MiFID II and GDPR – Don’t We Just Love Those Acronyms!

This year has seen the long awaited implementation of two major pieces of legislation.

I am not sure ‘long awaited’ by whom exactly, other than the regulators and, whilst their intentions may be honourable, the impact is often just more paperwork and cost.

So far this appears to be the case with the EU inspired Markets in Financial Instruments Directive (known as MiFID II) which is still causing much confusion amongst fund managers and the wider financial planning community, despite having taken effect on 3 January.

There are two main aspects of MiFID II affecting our relationship.

Firstly, a more robust obligation on financial planners and advisers to confirm ongoing suitability of your financial planning arrangements. We already do this through your Financial Planning Review, but it places an even greater responsibility on us to have all of the information we need to make an appropriate evaluation of whether your portfolio remains suitable for you.

We are therefore more reliant on you to provide us with this information through our Lifestyle Assessment, ‘Life Goals’ and Risk Profile Questionnaire documents.

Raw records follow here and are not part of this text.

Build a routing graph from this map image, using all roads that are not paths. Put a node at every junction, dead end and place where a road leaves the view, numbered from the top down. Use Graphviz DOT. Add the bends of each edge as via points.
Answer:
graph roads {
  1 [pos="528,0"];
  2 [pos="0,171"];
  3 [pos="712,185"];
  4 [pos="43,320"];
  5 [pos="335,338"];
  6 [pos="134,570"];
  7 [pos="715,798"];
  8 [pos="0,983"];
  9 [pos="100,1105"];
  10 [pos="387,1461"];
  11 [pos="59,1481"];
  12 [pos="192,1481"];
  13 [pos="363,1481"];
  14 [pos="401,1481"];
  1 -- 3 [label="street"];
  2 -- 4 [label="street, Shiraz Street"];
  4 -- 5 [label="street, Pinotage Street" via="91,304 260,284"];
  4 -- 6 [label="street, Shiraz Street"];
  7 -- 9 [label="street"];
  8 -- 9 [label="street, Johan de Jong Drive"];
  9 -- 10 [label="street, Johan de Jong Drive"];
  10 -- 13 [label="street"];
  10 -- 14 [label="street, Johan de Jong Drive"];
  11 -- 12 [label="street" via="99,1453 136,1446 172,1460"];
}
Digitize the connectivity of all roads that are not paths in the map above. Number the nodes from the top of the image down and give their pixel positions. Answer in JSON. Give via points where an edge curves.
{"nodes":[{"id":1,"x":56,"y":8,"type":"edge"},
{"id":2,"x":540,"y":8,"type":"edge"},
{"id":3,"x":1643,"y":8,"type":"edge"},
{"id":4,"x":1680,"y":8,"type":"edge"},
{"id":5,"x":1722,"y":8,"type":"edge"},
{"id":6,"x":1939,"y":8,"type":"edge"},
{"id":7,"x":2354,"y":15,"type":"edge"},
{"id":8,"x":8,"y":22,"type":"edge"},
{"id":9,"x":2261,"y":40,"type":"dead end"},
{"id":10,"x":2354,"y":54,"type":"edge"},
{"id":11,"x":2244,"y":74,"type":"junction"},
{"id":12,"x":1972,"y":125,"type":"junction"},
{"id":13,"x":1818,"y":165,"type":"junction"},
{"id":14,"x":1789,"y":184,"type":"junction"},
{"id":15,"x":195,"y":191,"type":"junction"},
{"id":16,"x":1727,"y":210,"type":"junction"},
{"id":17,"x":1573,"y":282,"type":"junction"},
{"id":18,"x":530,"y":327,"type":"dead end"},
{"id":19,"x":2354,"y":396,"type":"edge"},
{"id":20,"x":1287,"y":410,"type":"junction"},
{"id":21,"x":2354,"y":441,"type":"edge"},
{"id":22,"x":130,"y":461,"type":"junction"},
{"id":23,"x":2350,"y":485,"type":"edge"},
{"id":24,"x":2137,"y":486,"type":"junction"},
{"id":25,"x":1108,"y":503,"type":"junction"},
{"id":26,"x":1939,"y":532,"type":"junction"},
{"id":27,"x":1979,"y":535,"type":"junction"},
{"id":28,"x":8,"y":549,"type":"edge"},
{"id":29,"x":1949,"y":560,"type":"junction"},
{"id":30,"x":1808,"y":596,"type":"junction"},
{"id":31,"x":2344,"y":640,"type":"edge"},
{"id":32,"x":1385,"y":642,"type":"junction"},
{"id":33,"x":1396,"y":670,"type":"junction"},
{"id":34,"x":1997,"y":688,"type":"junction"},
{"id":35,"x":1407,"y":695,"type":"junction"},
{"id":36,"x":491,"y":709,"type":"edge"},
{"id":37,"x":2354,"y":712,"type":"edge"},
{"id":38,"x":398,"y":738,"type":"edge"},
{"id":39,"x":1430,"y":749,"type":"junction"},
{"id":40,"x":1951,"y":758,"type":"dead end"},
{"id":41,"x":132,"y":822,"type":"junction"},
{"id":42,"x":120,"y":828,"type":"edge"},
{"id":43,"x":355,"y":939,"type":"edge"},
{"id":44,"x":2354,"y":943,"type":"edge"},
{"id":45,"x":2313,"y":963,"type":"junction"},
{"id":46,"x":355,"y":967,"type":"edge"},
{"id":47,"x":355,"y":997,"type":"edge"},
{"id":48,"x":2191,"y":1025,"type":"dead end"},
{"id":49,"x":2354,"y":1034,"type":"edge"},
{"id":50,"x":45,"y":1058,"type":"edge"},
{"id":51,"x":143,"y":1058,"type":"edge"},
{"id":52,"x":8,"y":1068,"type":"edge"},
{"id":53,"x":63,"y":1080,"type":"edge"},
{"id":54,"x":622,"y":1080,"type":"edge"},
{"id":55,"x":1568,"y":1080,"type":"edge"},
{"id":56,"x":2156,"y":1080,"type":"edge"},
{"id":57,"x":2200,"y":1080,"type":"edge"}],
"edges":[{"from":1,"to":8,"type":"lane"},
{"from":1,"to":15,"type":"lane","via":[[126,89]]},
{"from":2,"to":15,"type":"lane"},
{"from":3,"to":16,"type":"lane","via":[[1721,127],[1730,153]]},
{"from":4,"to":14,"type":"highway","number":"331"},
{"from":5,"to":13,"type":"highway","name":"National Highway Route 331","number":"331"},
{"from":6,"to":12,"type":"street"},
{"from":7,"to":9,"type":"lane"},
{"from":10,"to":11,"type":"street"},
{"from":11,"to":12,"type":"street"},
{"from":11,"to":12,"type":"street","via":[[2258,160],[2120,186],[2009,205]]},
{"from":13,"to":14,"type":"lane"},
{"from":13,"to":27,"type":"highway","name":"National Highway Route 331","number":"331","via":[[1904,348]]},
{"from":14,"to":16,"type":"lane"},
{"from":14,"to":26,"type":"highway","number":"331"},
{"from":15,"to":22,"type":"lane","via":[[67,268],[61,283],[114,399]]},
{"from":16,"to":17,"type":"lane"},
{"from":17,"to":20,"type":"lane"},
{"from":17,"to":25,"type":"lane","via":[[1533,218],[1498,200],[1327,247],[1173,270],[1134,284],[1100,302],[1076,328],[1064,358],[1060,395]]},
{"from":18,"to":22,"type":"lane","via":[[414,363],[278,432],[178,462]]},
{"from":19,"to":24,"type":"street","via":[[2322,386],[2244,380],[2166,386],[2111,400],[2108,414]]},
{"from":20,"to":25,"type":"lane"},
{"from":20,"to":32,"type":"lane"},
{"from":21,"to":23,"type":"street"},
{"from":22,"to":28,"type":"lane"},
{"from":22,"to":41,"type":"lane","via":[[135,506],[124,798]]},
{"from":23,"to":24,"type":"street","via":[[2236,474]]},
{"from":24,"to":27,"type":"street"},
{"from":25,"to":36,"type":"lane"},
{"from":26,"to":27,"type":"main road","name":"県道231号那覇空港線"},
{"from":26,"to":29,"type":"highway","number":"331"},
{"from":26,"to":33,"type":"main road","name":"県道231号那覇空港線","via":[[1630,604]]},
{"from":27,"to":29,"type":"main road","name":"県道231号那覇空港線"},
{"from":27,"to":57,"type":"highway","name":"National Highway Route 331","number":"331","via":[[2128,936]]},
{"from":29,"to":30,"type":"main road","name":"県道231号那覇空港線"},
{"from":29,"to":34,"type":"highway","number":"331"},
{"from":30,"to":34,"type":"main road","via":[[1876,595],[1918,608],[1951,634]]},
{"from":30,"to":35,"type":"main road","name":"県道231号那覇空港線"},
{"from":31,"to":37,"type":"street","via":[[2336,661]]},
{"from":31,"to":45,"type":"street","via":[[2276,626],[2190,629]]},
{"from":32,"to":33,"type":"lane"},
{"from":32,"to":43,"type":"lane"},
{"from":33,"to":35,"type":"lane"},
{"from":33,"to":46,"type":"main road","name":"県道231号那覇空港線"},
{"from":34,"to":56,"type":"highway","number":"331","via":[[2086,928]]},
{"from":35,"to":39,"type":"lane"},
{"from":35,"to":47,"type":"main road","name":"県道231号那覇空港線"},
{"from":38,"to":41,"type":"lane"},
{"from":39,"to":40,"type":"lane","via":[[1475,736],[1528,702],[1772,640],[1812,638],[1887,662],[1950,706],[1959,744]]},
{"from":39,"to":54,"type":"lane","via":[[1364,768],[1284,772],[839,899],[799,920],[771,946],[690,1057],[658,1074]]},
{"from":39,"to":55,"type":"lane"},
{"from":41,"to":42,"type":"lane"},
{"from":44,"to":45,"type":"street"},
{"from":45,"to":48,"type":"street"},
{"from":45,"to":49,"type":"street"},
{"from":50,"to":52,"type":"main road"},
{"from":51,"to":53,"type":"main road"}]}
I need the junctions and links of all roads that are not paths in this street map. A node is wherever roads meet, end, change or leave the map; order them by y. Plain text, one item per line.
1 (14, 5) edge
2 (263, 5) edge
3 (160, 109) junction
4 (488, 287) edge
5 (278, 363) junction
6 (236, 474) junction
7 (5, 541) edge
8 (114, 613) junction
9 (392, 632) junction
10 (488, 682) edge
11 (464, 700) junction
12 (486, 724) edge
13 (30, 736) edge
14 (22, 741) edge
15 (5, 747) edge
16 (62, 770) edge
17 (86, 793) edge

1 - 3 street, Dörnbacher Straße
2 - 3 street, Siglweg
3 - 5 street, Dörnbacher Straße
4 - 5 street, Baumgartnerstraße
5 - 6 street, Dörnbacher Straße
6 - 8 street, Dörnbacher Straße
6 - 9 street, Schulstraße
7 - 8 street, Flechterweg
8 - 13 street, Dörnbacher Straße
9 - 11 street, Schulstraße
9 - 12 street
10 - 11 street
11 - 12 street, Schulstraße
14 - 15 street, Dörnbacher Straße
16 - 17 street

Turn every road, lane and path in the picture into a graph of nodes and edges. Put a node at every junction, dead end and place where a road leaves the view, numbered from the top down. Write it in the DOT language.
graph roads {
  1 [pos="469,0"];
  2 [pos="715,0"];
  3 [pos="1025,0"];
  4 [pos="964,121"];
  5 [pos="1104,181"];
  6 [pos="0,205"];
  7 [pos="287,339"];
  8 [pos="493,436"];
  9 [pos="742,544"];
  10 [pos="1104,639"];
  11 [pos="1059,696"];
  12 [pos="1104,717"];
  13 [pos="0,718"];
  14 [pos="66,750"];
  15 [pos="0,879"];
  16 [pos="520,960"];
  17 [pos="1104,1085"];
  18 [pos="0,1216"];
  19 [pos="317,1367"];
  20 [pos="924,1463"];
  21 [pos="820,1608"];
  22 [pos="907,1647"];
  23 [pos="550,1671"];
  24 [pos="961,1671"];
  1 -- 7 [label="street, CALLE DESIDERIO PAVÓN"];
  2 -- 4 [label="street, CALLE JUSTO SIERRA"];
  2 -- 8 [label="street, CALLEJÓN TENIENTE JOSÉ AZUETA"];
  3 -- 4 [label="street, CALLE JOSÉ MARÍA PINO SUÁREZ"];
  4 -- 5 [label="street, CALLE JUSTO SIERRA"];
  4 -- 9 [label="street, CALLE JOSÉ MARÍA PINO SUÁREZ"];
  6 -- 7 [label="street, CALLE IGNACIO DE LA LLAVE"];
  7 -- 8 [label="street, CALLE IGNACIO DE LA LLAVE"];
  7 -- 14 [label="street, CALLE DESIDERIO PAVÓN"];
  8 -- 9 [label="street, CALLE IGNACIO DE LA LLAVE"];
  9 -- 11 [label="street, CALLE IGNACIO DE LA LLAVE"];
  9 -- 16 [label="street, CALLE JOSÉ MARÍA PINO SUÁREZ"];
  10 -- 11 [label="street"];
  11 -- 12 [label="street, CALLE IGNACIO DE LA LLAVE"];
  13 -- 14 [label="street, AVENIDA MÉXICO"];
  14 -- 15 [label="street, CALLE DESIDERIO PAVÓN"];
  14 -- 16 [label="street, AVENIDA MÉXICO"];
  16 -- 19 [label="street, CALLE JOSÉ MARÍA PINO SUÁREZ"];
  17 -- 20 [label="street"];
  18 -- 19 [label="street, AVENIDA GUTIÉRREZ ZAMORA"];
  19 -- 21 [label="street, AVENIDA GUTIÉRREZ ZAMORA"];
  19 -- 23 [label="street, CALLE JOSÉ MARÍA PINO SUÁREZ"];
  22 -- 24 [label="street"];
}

The principal purpose of these documents has always been to provide you with advice to the best of our ability based on complete and accurate information about you, but we now have the regulators breathing down our necks a little more so your help in completing these documents is much appreciated.

The other issue of interest is increased disclosure over fund managers’ fees and the costs they incur in managing their funds, such as dealing fees, charges for research, ‘bid/offer spreads’ (the difference between the price at which shares are purchased and sold), etc.

In theory, this is a positive development as we now have a clearer understanding of how much these charges add to the previously published fund management fee (often known as the Ongoing Charges Figure). These charges have always existed and are neither additional charges nor charges from which the fund management group profits, but it is a little disappointing that it has taken legislation for the fund managers to be pushed into disclosing this information.

Such portfolio transaction costs can be significant with some ‘active managed’ funds, such as Henderson UK Absolute fund (not a fund we recommend, I might add) adding an estimated 0.79% to the previously disclosed Ongoing Charges Figure of 1.06%, a total charge of 1.85% per year.

Portfolio transaction charges are much lower for other funds, such as Vanguard FTSE UK All Share Index having an additional charge of 0.15% for a total charge of 0.23% per year and Vanguard US Equity Index just 0.01% for a total annual charge of 0.16% per year.

However, we have come across funds showing negative portfolio transaction costs and this is where the confusion lies in that there is no standard method for calculating such costs.

Negative portfolio transaction costs can arise due to a positive movement in the price of a share between the time of placing the order and the time at which it is executed. Whether this should be included is subject to debate, but having a negative figure for portfolio transaction costs does not seem realistic.

In summary, therefore, whilst charges are clearly important, comparing funds on charges alone is an inexact science and should be treated with some caution.

Nevertheless, MiFID II has provided some clarity over the opaque effect of transaction costs on investment portfolios, something I have always suspected but was unable to confirm, and this is to be welcomed.

It has certainly resulted in us embarking on re-evaluating the ‘active managed’ funds that we recommend to you within our portfolios to ensure that they continue to serve the purpose for which they have been selected; essentially, offering the potential for added value over the purchase of a ‘passive managed’ fund in all cases.

You are likely to find some fund changes being recommended within your next Financial Planning Review.

By the way, the second major piece of legislation comes into effect on 25 May, the General Data Protection Regulation (GDPR), and you are no doubt being bombarded with notification of changes to data protection procedures and privacy statements from all and sundry.

We are no different and will be in touch with you shortly in relation to this.